Task description
In the listing below, find every line containing "numbered" and copy it out.

Data for analysis
BEGIN

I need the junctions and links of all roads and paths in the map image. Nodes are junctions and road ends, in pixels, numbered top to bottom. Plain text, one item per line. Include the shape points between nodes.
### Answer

END
BEGIN

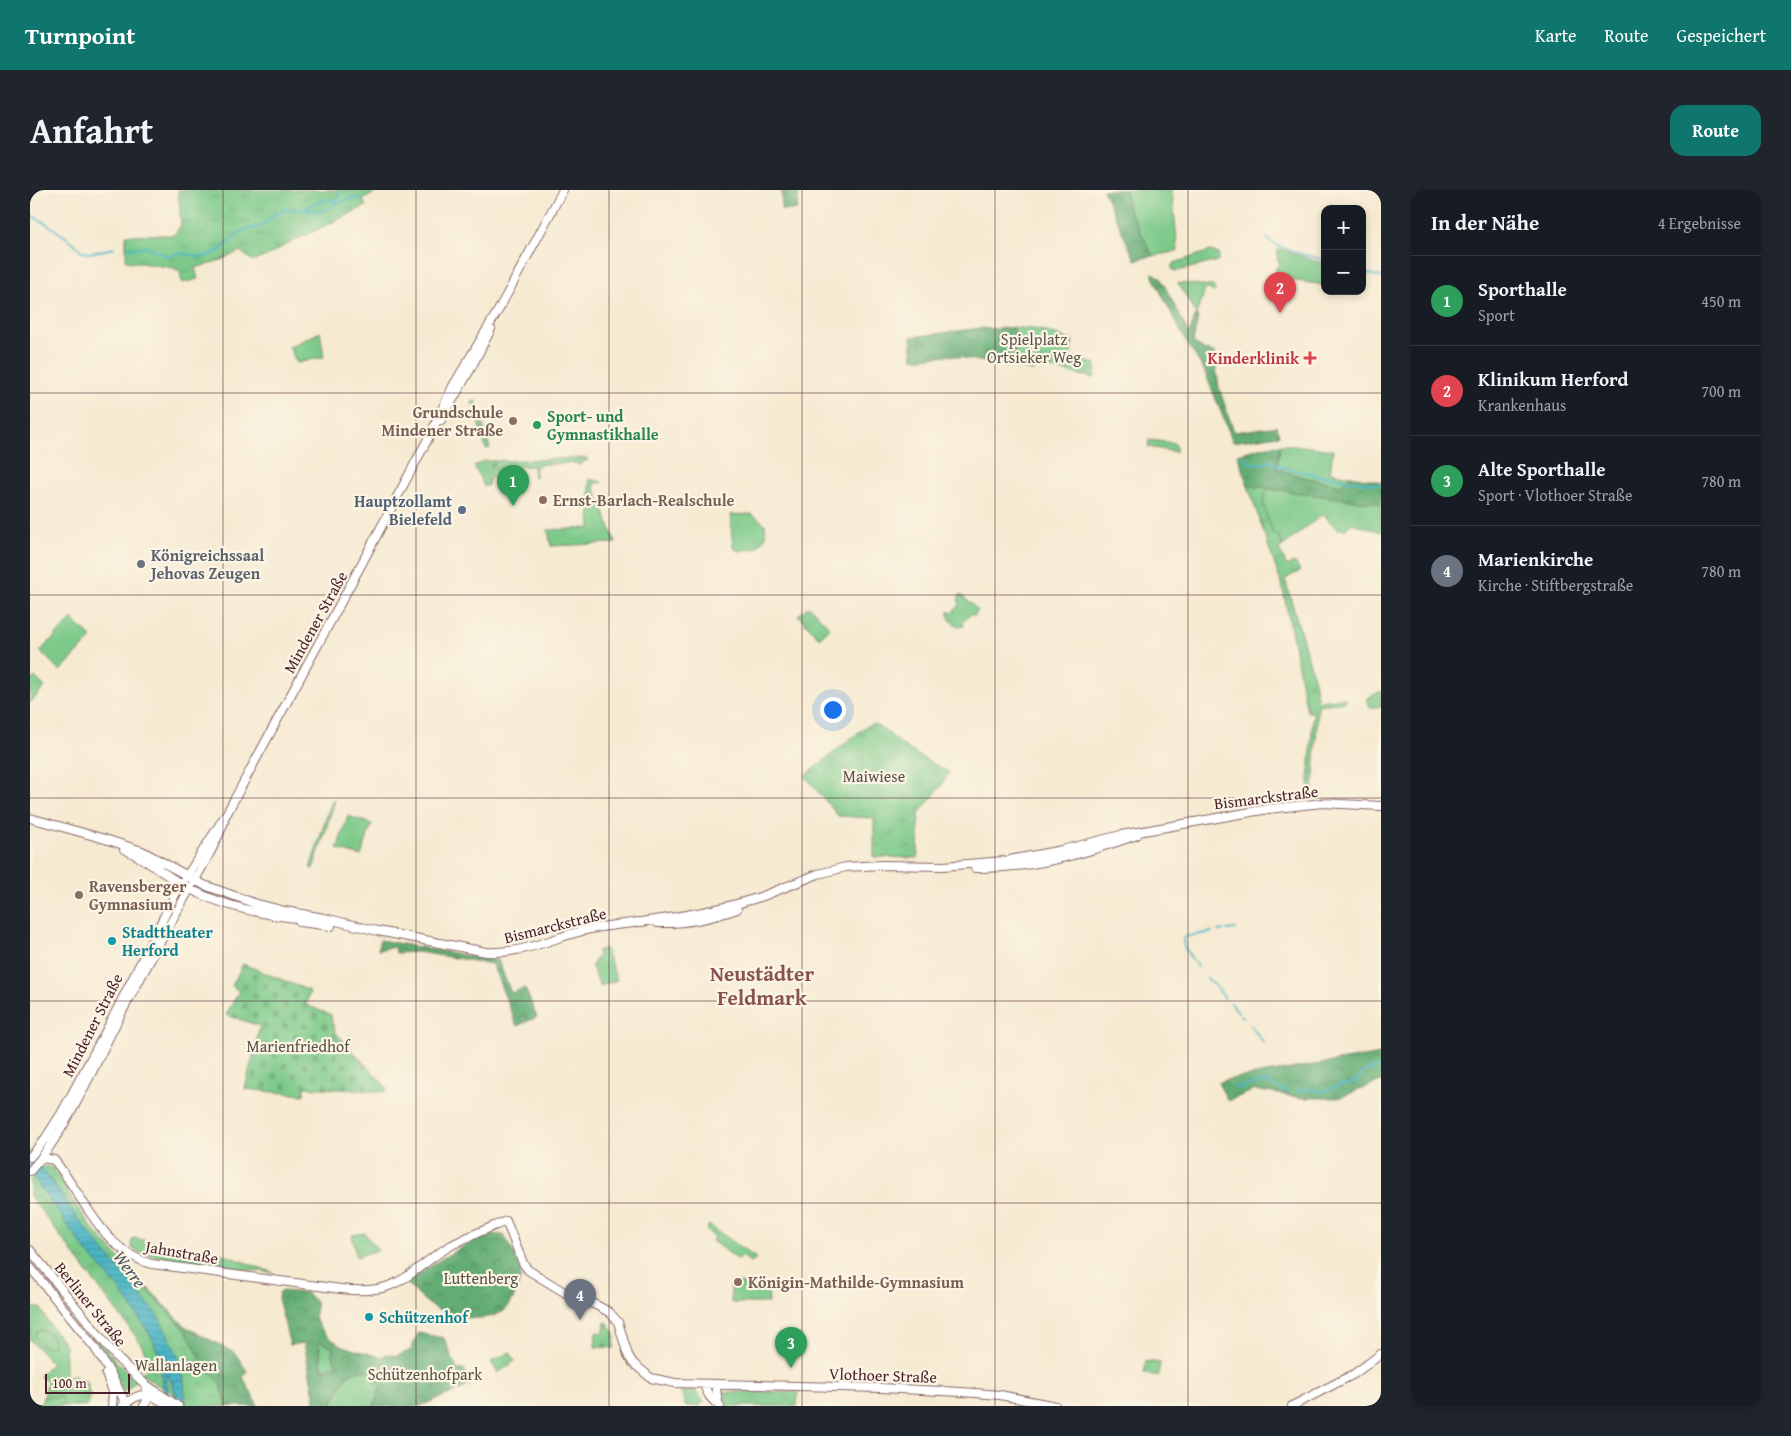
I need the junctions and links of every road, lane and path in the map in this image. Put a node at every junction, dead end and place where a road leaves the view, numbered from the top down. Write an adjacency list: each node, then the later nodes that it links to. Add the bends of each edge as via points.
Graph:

END
BEGIN

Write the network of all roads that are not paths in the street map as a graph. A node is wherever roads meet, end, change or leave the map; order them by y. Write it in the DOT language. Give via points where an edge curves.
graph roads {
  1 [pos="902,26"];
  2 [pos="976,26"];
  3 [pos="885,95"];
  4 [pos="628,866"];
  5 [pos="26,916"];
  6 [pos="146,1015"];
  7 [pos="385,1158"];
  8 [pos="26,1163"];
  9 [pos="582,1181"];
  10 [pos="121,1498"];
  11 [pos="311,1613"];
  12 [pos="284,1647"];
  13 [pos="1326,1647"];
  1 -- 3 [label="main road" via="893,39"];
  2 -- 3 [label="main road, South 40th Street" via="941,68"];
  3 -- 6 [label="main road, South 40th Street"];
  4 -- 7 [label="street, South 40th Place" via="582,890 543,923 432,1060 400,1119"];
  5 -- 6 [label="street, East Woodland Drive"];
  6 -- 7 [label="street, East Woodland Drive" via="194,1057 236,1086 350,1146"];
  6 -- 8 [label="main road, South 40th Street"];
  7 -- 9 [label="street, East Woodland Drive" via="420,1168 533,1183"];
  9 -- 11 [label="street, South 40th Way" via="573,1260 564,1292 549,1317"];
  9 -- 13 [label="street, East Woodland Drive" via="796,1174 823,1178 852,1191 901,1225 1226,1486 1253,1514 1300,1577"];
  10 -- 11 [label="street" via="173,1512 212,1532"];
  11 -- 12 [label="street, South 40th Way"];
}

END

Answer for the task
I need the junctions and links of all roads and paths in the map image. Nodes are junctions and road ends, in pixels, numbered top to bottom. Plain text, one item per line. Include the shape points between nodes.
I need the junctions and links of every road, lane and path in the map in this image. Put a node at every junction, dead end and place where a road leaves the view, numbered from the top down. Write an adjacency list: each node, then the later nodes that it links to. Add the bends of each edge as via points.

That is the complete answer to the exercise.